His eyes close briefly. When he opens them, the regret is gone.
“Yes,” he says. “I did.”
A sound escapes me then, half laugh, half sob, because the horror of it finally catches up. The calm admission. The plainness. The fact that Maksim, of all people, is standing in front of me with my blood probably still under his fingernails from saving my life hours ago.
“You helped deliver my baby,” I say.
His face tightens.
“And now you’re using me to hurt her father.”
“Viktor has taken enough from other people.”
“He didn’t take me from anyone.”
Maksim looks at me. Something in that look makes me wish I hadn’t said it.
“No,” he says quietly. “You gave yourself to him. That’s worse.”
I struggle harder the second he turns away from me. The restraints bite into my wrists, but I don’t stop. Pain is better than helplessness. Pain is at least something I can understand. The chair scrapes against the concrete, loud in the stale little room, and my breath comes too fast as I twist my hands, trying to find any slack, any weakness, any chance.

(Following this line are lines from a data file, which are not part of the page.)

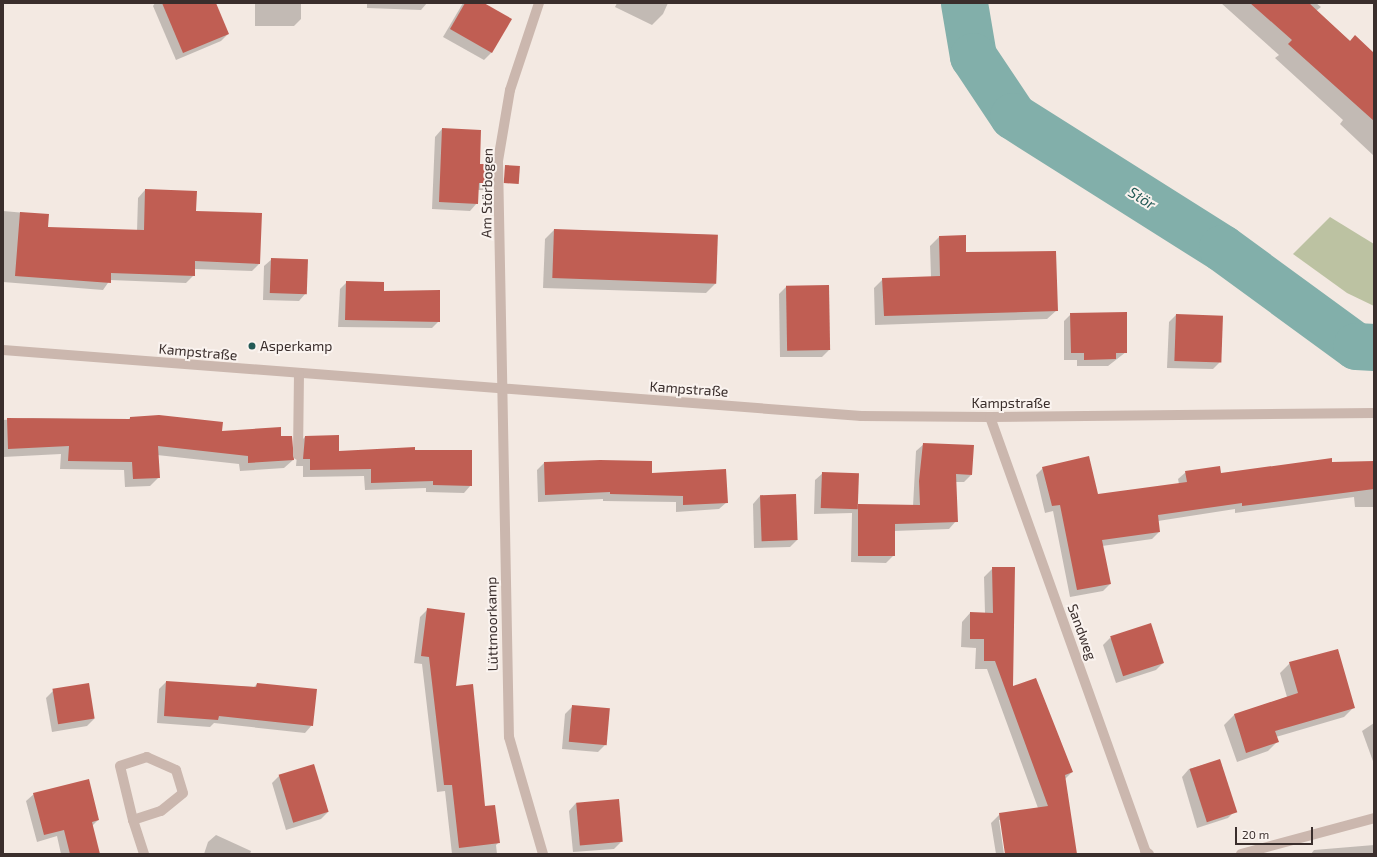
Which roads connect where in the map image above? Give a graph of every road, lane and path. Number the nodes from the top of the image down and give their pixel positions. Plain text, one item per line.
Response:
1 (539, 3) edge
2 (3, 350) edge
3 (299, 374) junction
4 (504, 388) junction
5 (1374, 413) edge
6 (990, 417) junction
7 (298, 455) dead end
8 (1374, 818) edge
9 (133, 820) junction
10 (144, 854) edge
11 (543, 854) edge
12 (1148, 854) edge
13 (1241, 854) edge

1 - 4 street, Am Störbogen
2 - 3 street, Kampstraße
3 - 4 street, Kampstraße
3 - 7 street
4 - 6 street, Kampstraße
4 - 11 street, Lüttmoorkamp
5 - 6 street, Kampstraße
6 - 12 street, Sandweg
8 - 13 street
9 - 9 street
9 - 10 street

“Maksim,” I say, forcing my voice not to break. “Please.”
He looks back at me. For a moment, I almost see the man from the hospital again. The dry humor, the tired eyes, the doctor who told me to breathe when my body was tearing itself open.
Then that version of him disappears.
He comes closer, and I tense so hard the incision pulls and a sick wave of pain moves through me. I can’t stop my flinch. He sees it and, horribly, adjusts his grip before he touches me, as if some instinct in him still knows where not to press.
“It’s almost time,” he says.
“For what?”
He doesn’t answer, just leans down, hooks an arm around me, and lifts me out of the chair. My body screams in protest. I gasp, clutching at nothing because my hands are still tied together, and the room tilts around me.
“Put me down.”
He does, but not gently. He sets me on my feet and keeps one hand locked around my upper arm while I sway, dizzy and shaking. My legs barely hold me.
“Maksim, don’t do this.”
He starts dragging me toward the door.
I stumble after him because I have no choice. Every step sends pain through my body, hot and frightening. My hospital gown clings to my skin under the coat. My wrists are still bound behind my back, and the awkward pull of it makes my shoulders burn.
He opens the door. The hallway outside is narrow and dim, the floor cracked concrete, the walls stained with old damp. A strip of daylight shows at the far end where a metal door sits half open.